Speaking of "pretty city near the river" - Tedeschi Trucks is playing our new outdoor amphitheater this summer. I haven't been there yet, but will be at that one. That is one of the positive things I mentioned about the downtown area.

Yeah, this is a real danger to the republic.

How about changing the model that makes poor areas have the most underfunded schools? Why can states have property tax revenue go into statewide budgets for everything except schools? I know I am oversimplifying the situation to an extent, but having local taxes fund public schools only entrenches generational economic disadvantages. If your parents can't afford to get you out of a bad school district, you are basically screwed for life. There are obviously exceptions, but this is a real driver of inequality in this country as far as I am concerned.
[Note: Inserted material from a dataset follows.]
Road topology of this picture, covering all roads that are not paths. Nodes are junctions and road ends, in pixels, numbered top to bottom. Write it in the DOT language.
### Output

How about changing the model that makes poor areas have the most underfunded schools? Why can states have property tax revenue go into statewide budgets for everything except schools? I know I am oversimplifying the situation to an extent, but having local taxes fund public schools only entrenches generational economic disadvantages. If your parents can't afford to get you out of a bad school district, you are basically screwed for life. There are obviously exceptions, but this is a real driver of inequality in this country as far as I am concerned.
I hear you, but I can only imagine the uproar from wealthy areas, places wealthy families move to specifically for their kids' well-funded schools, if their tax dollars were being diverted to another district in the state. Even if it did somehow happen, more money doesn't mean you are automatically going to attract better teachers to depressed areas. There are some saints out there who run into a burning building, but a most teachers understandably want to work in the safest, best schools.
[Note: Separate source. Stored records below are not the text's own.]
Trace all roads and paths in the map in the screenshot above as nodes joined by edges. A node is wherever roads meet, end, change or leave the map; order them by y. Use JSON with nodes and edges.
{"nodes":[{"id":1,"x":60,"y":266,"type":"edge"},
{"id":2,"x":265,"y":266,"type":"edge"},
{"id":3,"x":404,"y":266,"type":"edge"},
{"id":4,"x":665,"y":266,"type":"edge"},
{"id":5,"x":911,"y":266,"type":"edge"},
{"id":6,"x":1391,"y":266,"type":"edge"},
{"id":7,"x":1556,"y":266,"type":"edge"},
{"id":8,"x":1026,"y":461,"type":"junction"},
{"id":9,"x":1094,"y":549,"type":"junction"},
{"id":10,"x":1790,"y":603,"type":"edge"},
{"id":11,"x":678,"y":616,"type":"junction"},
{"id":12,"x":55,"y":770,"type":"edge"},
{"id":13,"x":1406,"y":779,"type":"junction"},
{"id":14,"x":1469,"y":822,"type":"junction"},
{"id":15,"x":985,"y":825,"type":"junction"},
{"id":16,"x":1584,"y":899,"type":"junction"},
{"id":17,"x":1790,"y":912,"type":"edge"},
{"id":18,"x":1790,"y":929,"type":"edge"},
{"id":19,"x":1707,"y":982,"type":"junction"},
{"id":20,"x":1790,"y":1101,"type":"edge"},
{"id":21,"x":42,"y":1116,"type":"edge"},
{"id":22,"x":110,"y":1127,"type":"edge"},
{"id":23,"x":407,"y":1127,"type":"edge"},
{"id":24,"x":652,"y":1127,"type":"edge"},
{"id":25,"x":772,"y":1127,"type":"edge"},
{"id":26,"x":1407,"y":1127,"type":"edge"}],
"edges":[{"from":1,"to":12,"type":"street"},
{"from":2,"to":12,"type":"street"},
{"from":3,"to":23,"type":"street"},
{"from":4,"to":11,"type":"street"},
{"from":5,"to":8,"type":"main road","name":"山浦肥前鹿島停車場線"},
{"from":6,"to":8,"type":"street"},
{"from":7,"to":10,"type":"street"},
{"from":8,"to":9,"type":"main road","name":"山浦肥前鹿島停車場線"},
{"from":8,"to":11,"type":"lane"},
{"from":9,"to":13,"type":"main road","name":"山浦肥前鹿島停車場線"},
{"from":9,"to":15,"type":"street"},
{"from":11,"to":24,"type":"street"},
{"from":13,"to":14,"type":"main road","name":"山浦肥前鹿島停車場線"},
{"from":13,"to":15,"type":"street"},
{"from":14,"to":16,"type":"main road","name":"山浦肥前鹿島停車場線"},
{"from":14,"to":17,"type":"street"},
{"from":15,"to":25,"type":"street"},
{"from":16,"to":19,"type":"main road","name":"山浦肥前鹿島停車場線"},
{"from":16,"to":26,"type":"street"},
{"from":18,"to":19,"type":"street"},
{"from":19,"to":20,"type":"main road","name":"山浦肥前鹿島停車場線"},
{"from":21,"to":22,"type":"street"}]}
The district's that usually perform poorly have strong union presence. So throwing $ at the outcome of the actual problem and ignoring the cause is a total waste of time and money. What can you expect from the government but to interfere & screw everything up, Not being able to terminate crappy teachers and ineffective administrators is the definition of insanity. There is consequence for making/selling defective products. Guess allowing a defective institution to influence/educate are children is cool? From my house, kids are way more important than that, mileage may vary.
Laterz

20 years after the Ohio Supreme Court ruled school funding by property tax is unconstitutional, little has changed.
One of the Youngstown City Schools (East) has an 85% attendance rate. Some of the elementary schools are in the low 90s - still too low. Youngstown schools got an F on the state report card - there are just so many factors, new schools and higher paid teachers and more money can't solve it all. Alot of it has to do with the community at-large, home life, parents...improving the communities with job opportunities, fighting crime and cleaning blight in these areas can help as much or more than just putting more money into education.

"Yeah, this is a real danger to the republic. "
Ding,ding,ding!! Congratulations! You are the February winner of the Pyromaniac in a Field of Strawmen award !
Isn't it nice to get back to normal ?

The fact that I don’t care what AOC does or doesn’t do is a strawman?